In all cases, increased susceptibility to morbidity and mortality from COVID-19 infection in diabetes means that eye doctors need to ensure rigorous infection control measures in their practices, including scrupulous masking, vigilant social distancing, adequate building/exam room ventilation (and, in my opinion, minimal talking and the shortest possible visit duration), use of phoropter and slit lamp barriers and, of course, meticulous hand washing/disinfection of all contact surfaces.
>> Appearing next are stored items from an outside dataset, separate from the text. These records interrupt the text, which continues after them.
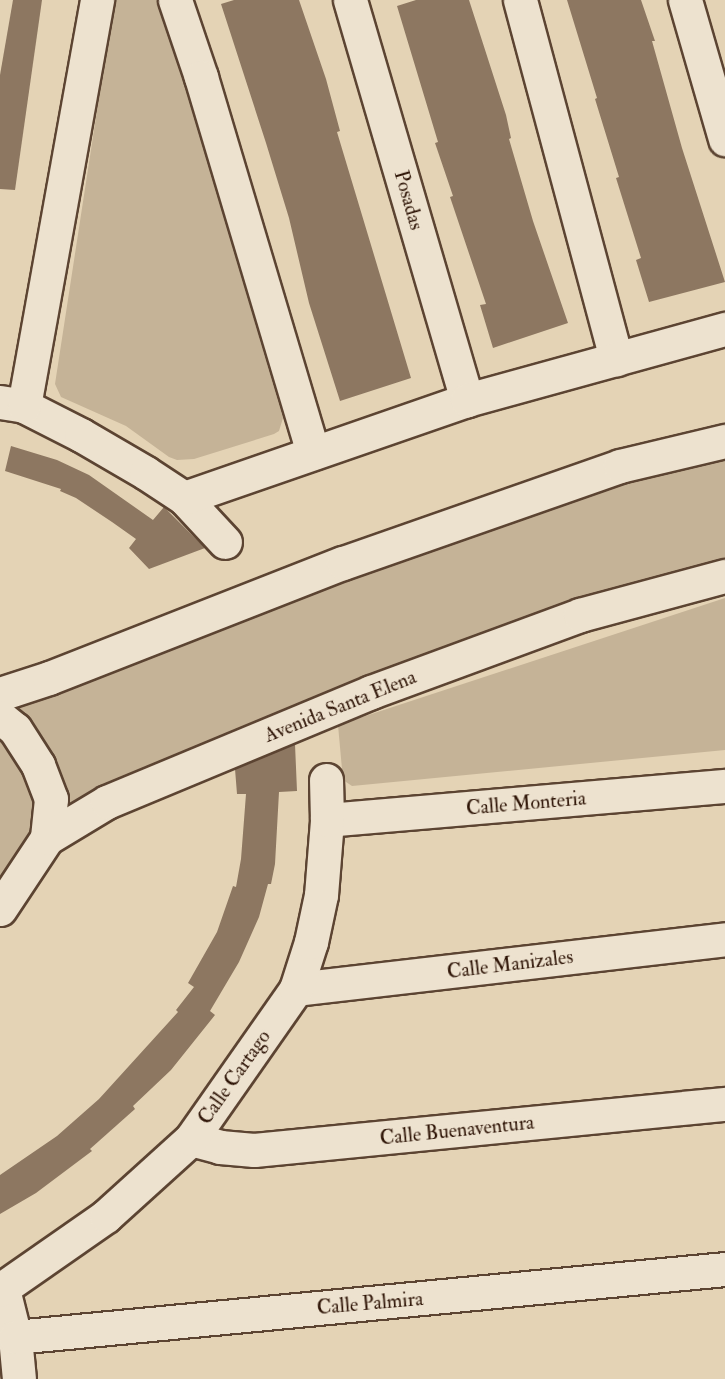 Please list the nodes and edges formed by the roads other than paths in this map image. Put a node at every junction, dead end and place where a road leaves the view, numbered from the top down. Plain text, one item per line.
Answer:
1 (97, 0) edge
2 (175, 0) edge
3 (350, 0) edge
4 (520, 0) edge
5 (685, 0) edge
6 (725, 139) edge
7 (725, 329) edge
8 (616, 359) junction
9 (467, 400) junction
10 (12, 404) edge
11 (725, 441) edge
12 (313, 453) junction
13 (184, 498) junction
14 (225, 542) dead end
15 (725, 576) edge
16 (0, 694) edge
17 (0, 717) edge
18 (326, 780) dead end
19 (725, 786) edge
20 (327, 820) junction
21 (47, 838) junction
22 (0, 909) edge
23 (725, 939) edge
24 (296, 989) junction
25 (725, 1104) edge
26 (191, 1139) junction
27 (725, 1269) edge
28 (2, 1289) edge
29 (15, 1337) junction
30 (19, 1379) edge

1 - 10 street
2 - 12 street
3 - 9 street, Posadas
4 - 8 street
5 - 6 street
7 - 8 street
8 - 9 street
9 - 12 street
10 - 13 street
11 - 16 street
12 - 13 street
13 - 14 street
15 - 21 street, Avenida Santa Elena
17 - 21 street
18 - 20 street, Calle Cartago
19 - 20 street, Calle Monteria
20 - 24 street, Calle Cartago
21 - 22 street, Avenida Santa Elena
23 - 24 street, Calle Manizales
24 - 26 street, Calle Cartago
25 - 26 street, Calle Buenaventura
26 - 28 street, Calle Cartago
27 - 29 street, Calle Palmira
28 - 29 street
29 - 30 street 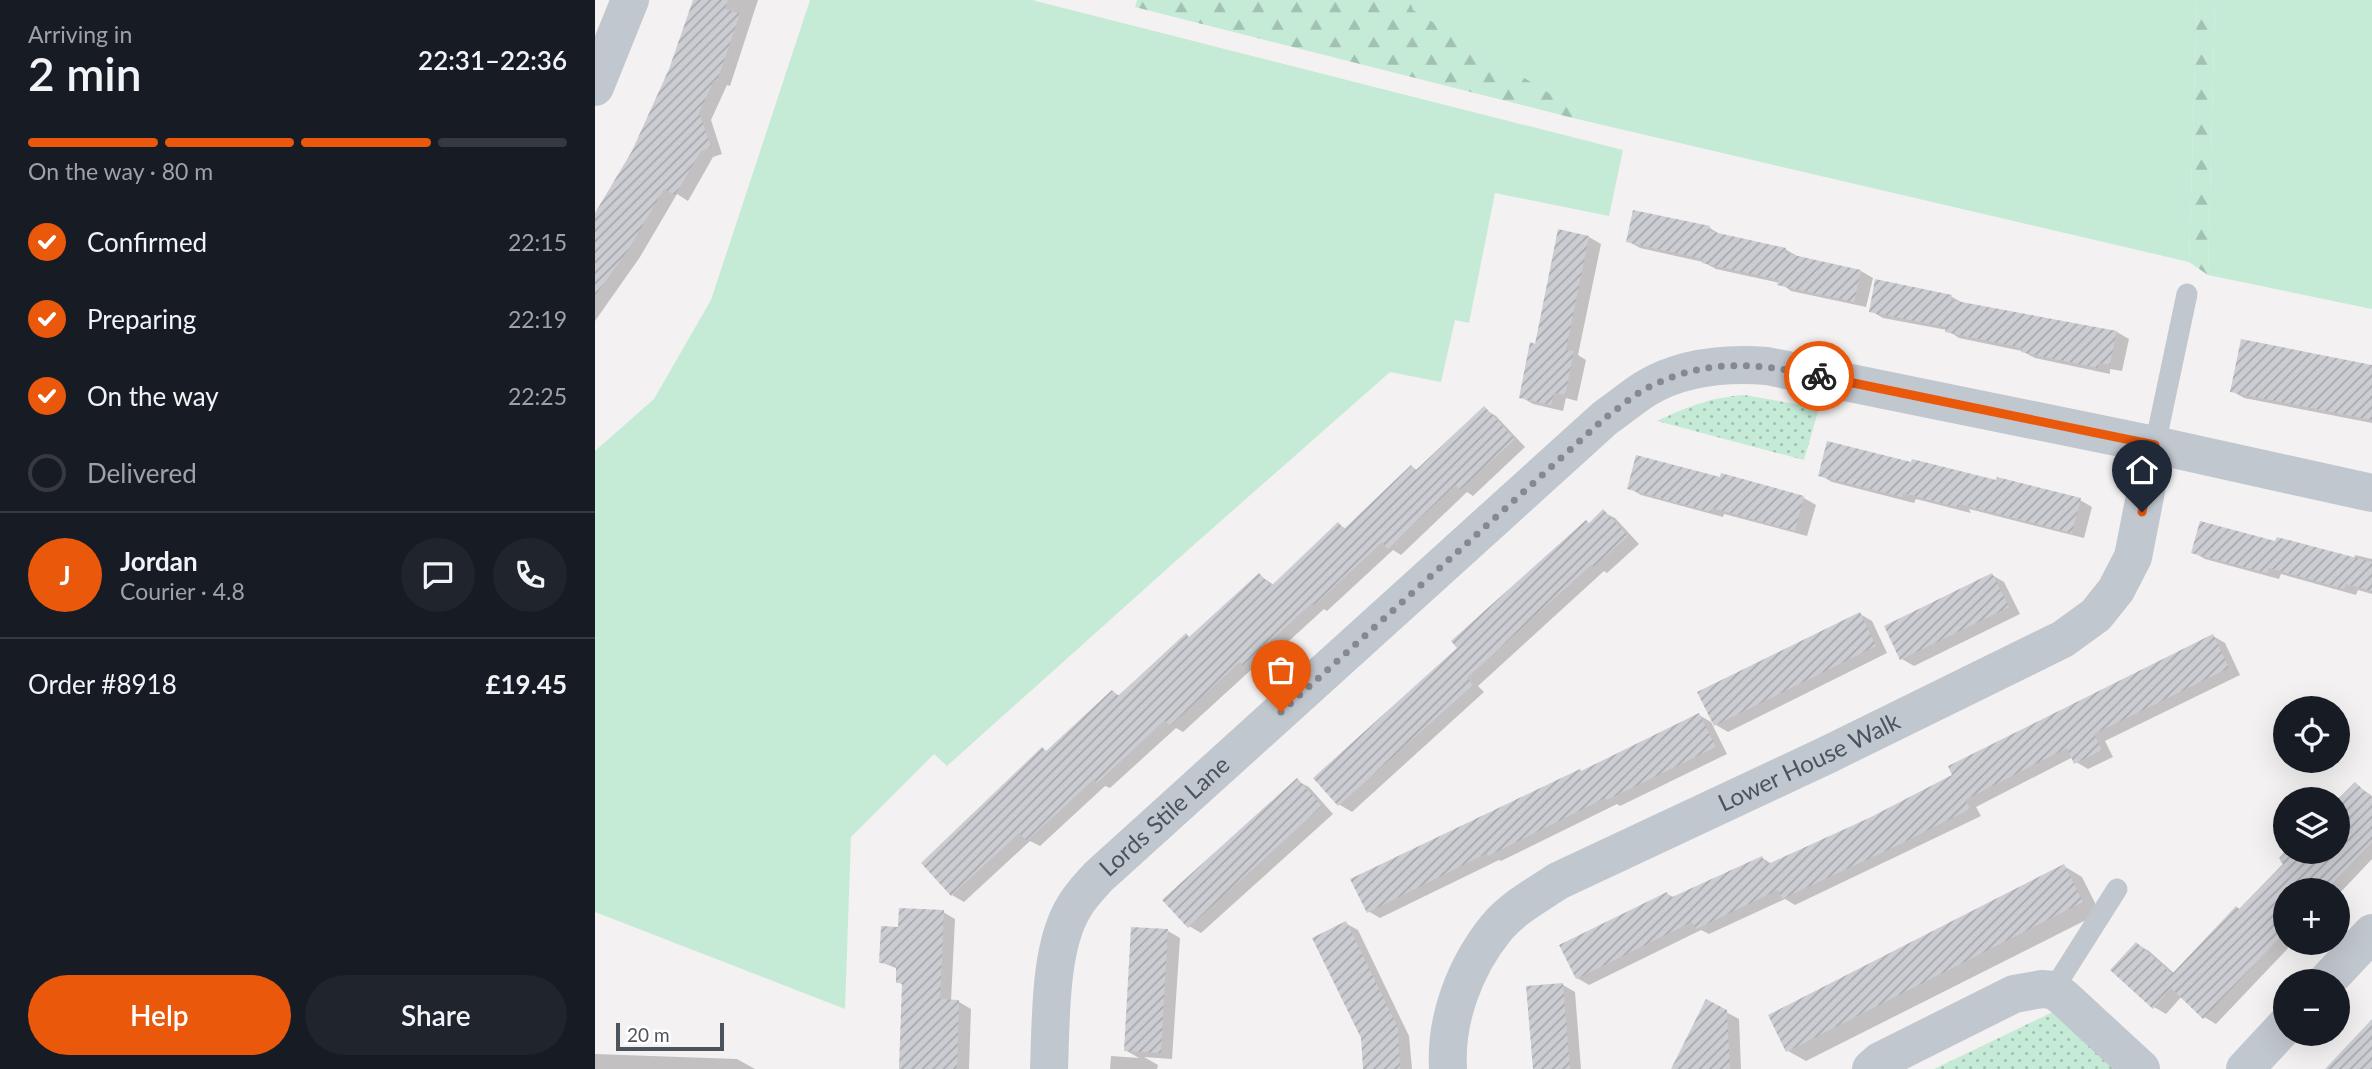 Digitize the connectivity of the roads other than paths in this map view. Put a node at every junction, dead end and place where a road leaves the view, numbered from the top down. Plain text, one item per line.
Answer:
1 (630, 0) edge
2 (595, 87) edge
3 (2187, 294) dead end
4 (2155, 445) junction
5 (2372, 493) edge
6 (2117, 889) dead end
7 (2372, 933) edge
8 (2338, 969) edge
9 (2053, 990) junction
10 (2273, 1039) edge
11 (1049, 1069) edge
12 (1448, 1069) edge
13 (1871, 1069) edge
14 (2141, 1069) edge
15 (2245, 1069) edge

1 - 2 street
3 - 4 lane
4 - 5 street, Lords Stile Lane
4 - 11 street, Lords Stile Lane
4 - 12 street, Lower House Walk
6 - 9 lane
7 - 8 street
9 - 13 street
9 - 14 street
10 - 15 street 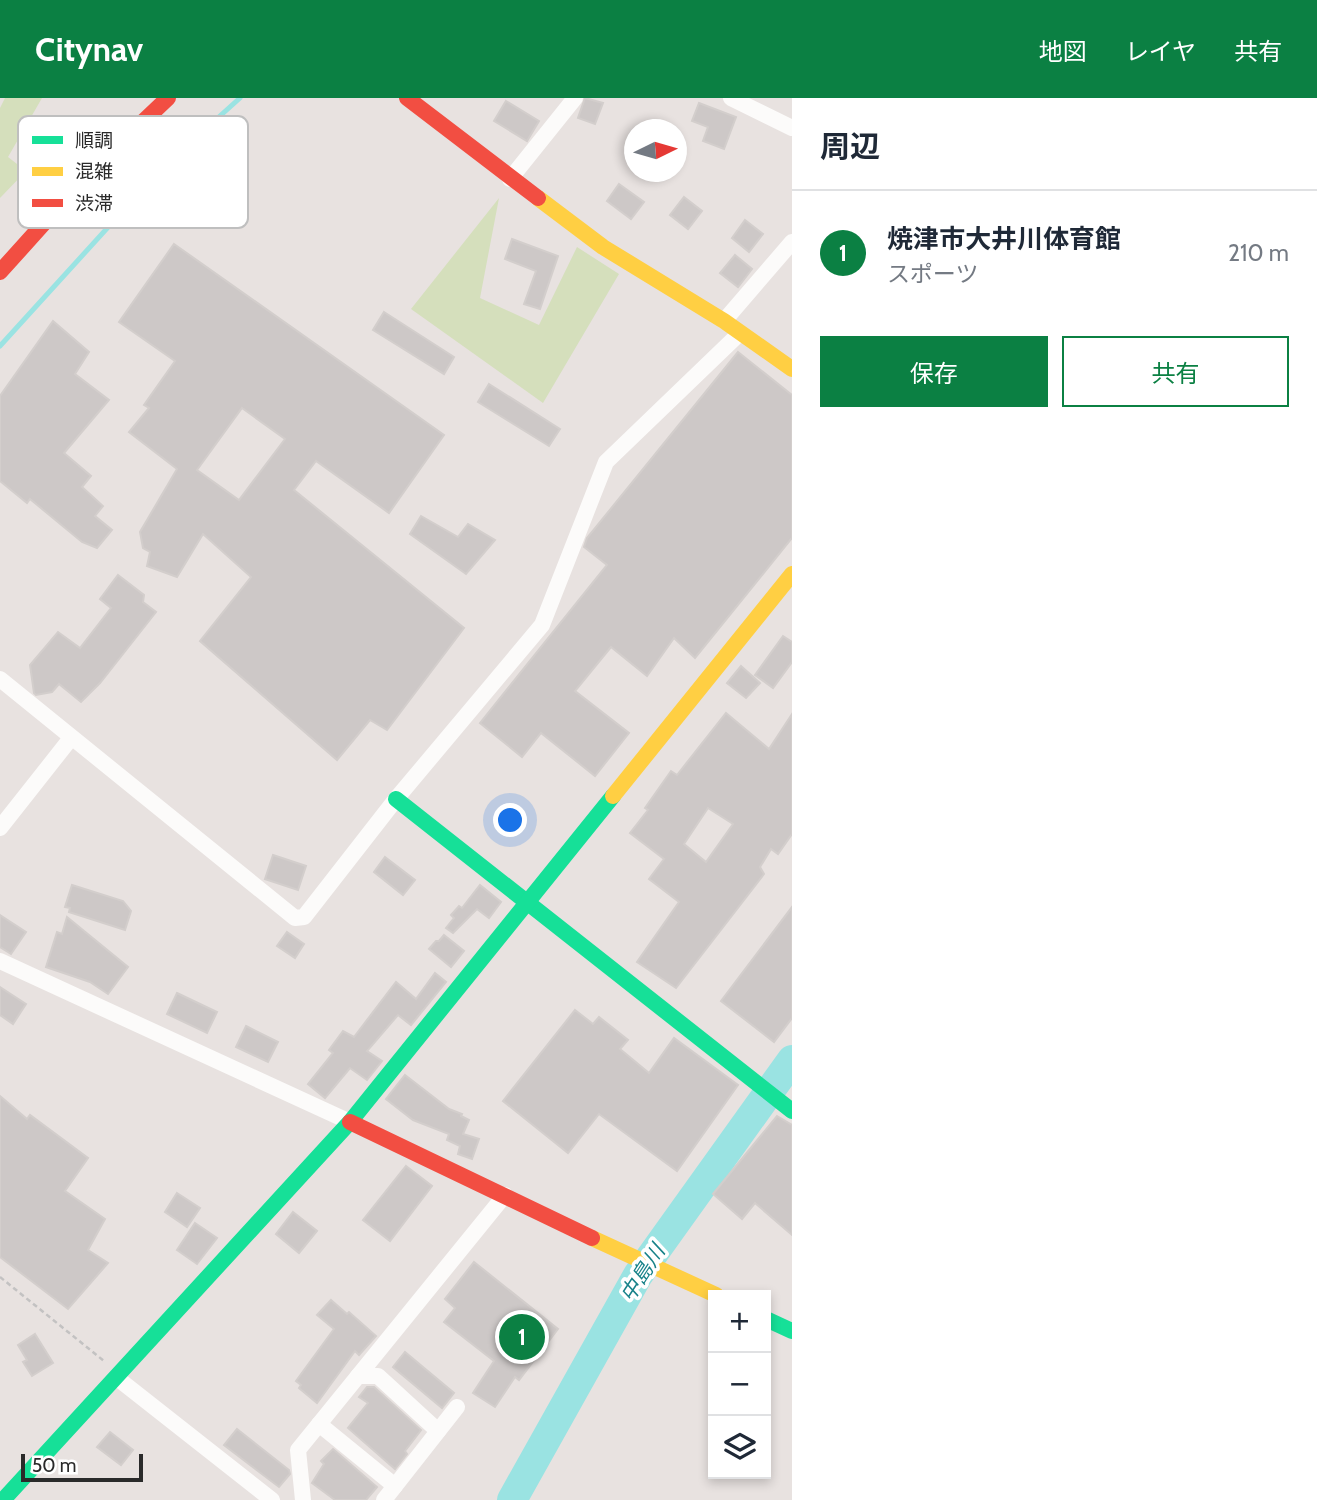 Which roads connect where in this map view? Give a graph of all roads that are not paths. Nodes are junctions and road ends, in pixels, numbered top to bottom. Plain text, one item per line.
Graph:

Encouraging patients to maintain good metabolic control is more important now than ever.
Related: New-onset, atypical retinopathy in a patient with diabetes
Delaying eye exams
Although patients with sub-optimal control are also at higher risk for developing diabetic retinopathy in general and sight-threatening diabetic retinopathy in particular, it may be prudent to delay routine dilated eye examinations for at least some of these patients (such as those with no or relatively mild non-proliferative diabetic retinopathy and no evidence of macular edema the year before) to minimize risk of community exposure in-transit to and within busy eyecare facilities.
For patients with no retinopathy and good glucose control, the decision to delay makes even more sense. For patients with sight-threatening retinopathy (severe non-proliferative diabetic retinopathy [NPDR], proliferative diabetic retinopathy [PDR] and/or diabetic macular edema [DME]) the need for close follow-up and treatment, if indicated, to preserve vision almost certainly outweighs the risk.
The UK Center for Evidence Based Medicine (CEBM) has expeditiously generated recommendations for diabetic retinopathy exam intervals during this pandemic calling for surveillance intervals of 18 to 24 months in low-risk patients and customary follow-up intervals for those who require laser photocoagulation or anti–vascular endothelial growth factor (anti-VEGF) therapy.17 CEBM also advocates for in-office infection control measures as outlined above.
We live in extraordinary times that have required ODs to adapt to the “new normal” for safe delivery of eye care. Staying up-to-date on community-specific transmission of COVID-19, giving sound advice, and tailoring clinical protocols for patients at high-risk will allow ODs to preserve patients’ vision, well-being, and lives.